Grouping the executables to detect malware with high accuracy
Sanjay K. Sahay, Ashu Sharma

TL;DR
This paper proposes a malware detection method that groups executables by size using k-Means clustering, enabling high-accuracy classification of known and unknown malware variants with up to 99.11% accuracy.
Contribution
The study introduces a size-based grouping approach combined with machine learning classifiers for effective malware detection, especially for metamorphic variants.
Findings
Size-based grouping effectively clusters malware variants.
High detection accuracy of up to 99.11% achieved.

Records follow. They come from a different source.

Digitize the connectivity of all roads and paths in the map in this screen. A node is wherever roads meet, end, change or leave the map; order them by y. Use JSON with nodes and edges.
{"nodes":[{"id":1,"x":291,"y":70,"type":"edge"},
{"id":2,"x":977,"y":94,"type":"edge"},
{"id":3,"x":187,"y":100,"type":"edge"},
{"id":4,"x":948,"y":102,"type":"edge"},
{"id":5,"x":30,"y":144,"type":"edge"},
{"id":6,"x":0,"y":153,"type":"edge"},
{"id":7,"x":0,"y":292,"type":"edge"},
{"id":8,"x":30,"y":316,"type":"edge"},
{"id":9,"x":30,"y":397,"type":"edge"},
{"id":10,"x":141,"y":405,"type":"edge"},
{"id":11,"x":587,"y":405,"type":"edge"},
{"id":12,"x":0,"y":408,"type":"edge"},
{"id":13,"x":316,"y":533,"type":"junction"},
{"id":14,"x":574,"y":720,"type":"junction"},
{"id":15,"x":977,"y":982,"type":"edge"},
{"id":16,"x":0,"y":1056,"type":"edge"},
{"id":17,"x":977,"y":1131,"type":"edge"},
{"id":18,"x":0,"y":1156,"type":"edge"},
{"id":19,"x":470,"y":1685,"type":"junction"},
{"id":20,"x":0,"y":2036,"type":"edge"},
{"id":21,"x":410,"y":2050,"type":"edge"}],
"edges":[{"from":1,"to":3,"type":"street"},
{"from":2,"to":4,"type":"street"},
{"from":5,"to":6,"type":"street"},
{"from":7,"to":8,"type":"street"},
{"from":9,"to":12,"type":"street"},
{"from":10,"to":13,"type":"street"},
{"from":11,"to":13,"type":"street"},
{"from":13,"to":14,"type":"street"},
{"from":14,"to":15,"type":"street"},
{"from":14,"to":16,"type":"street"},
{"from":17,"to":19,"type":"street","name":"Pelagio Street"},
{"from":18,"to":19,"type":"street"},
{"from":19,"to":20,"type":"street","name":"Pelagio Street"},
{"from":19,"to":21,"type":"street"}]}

Method can classify unknown malware with high precision.
Abstract
The metamorphic malware variants with the same malicious behavior (family), can obfuscate themselves to look different from each other. This variation in structure leads to a huge signature database for traditional signature matching techniques to detect them. In order to effective and efficient detection of malware in large amounts of executables, we need to partition these files into groups which can identify their respective families. In addition, the grouping criteria should be chosen such a way that, it can also be applied to unknown files encounter on computers for classification. This paper discusses the study of malware and benign executables in groups to detect unknown malware with high accuracy. We studied sizes of malware generated by three popular second generation malware (metamorphic malware) creator kits viz. G2, PS-MPC and NGVCK, and observed that the size variation in…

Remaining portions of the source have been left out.